_What you should do_. The following entries should be restated word for word, pictures excluded.

▽

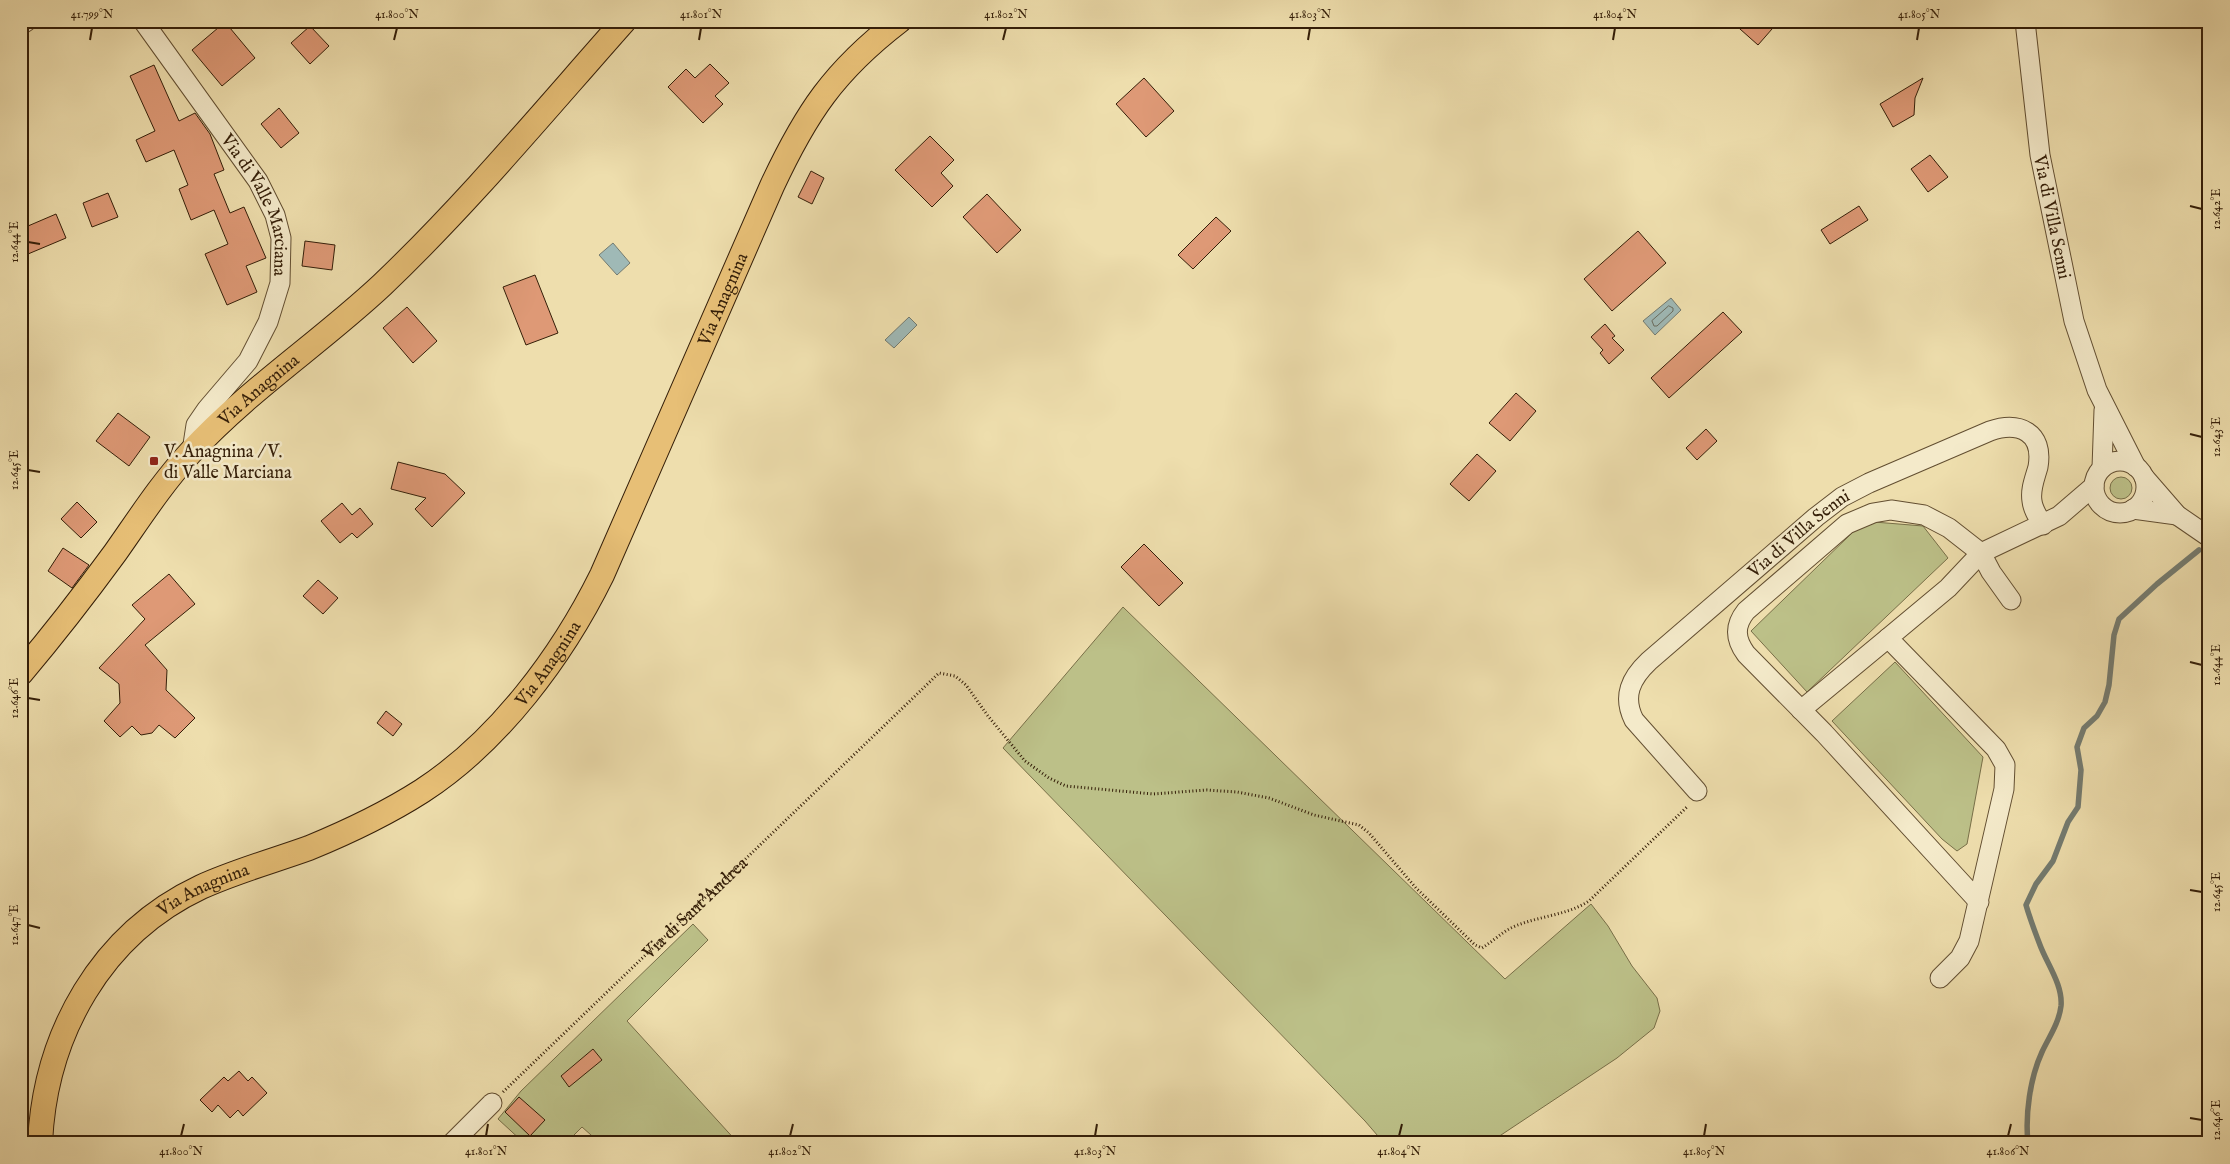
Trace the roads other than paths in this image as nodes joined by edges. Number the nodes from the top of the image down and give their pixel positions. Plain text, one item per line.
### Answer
1 (27, 21) edge
2 (143, 21) edge
3 (624, 21) edge
4 (899, 21) edge
5 (2025, 21) edge
6 (21, 25) edge
7 (2104, 406) junction
8 (192, 451) junction
9 (2102, 468) junction
10 (2140, 472) junction
11 (2094, 486) junction
12 (2103, 506) junction
13 (2133, 509) junction
14 (2066, 512) junction
15 (2177, 515) junction
16 (2043, 525) junction
17 (2209, 537) edge
18 (1981, 552) junction
19 (2011, 600) dead end
20 (1888, 638) junction
21 (21, 673) edge
22 (1801, 710) junction
23 (1697, 790) road end
24 (1979, 902) junction
25 (1940, 978) dead end
26 (492, 1103) road end
27 (40, 1143) edge
28 (452, 1143) edge

1 - 6 street
2 - 8 street, Via di Valle Marciana
3 - 8 main road, Via Anagnina
4 - 27 main road, Via Anagnina
5 - 7 street, Via di Villa Senni
7 - 9 street, Via di Villa Senni
7 - 10 street, Via di Villa Senni
8 - 21 main road, Via Anagnina
9 - 10 street
9 - 11 street, Via di Villa Senni
10 - 13 street
10 - 15 street, Via di Villa Senni
11 - 12 street
11 - 14 street
12 - 13 street, Via di Villa Senni
12 - 14 street
13 - 15 street, Via di Villa Senni
14 - 16 street
15 - 17 street, Via di Villa Senni
16 - 18 street
16 - 23 street, Via di Villa Senni
18 - 19 street
18 - 20 street
18 - 22 street
20 - 22 street
20 - 24 street
22 - 24 street
24 - 25 street
26 - 28 street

△

_Solution_.
Trace the roads other than paths in this image as nodes joined by edges. Number the nodes from the top of the image down and give their pixel positions. Plain text, one item per line.
### Answer
1 (27, 21) edge
2 (143, 21) edge
3 (624, 21) edge
4 (899, 21) edge
5 (2025, 21) edge
6 (21, 25) edge
7 (2104, 406) junction
8 (192, 451) junction
9 (2102, 468) junction
10 (2140, 472) junction
11 (2094, 486) junction
12 (2103, 506) junction
13 (2133, 509) junction
14 (2066, 512) junction
15 (2177, 515) junction
16 (2043, 525) junction
17 (2209, 537) edge
18 (1981, 552) junction
19 (2011, 600) dead end
20 (1888, 638) junction
21 (21, 673) edge
22 (1801, 710) junction
23 (1697, 790) road end
24 (1979, 902) junction
25 (1940, 978) dead end
26 (492, 1103) road end
27 (40, 1143) edge
28 (452, 1143) edge

1 - 6 street
2 - 8 street, Via di Valle Marciana
3 - 8 main road, Via Anagnina
4 - 27 main road, Via Anagnina
5 - 7 street, Via di Villa Senni
7 - 9 street, Via di Villa Senni
7 - 10 street, Via di Villa Senni
8 - 21 main road, Via Anagnina
9 - 10 street
9 - 11 street, Via di Villa Senni
10 - 13 street
10 - 15 street, Via di Villa Senni
11 - 12 street
11 - 14 street
12 - 13 street, Via di Villa Senni
12 - 14 street
13 - 15 street, Via di Villa Senni
14 - 16 street
15 - 17 street, Via di Villa Senni
16 - 18 street
16 - 23 street, Via di Villa Senni
18 - 19 street
18 - 20 street
18 - 22 street
20 - 22 street
20 - 24 street
22 - 24 street
24 - 25 street
26 - 28 street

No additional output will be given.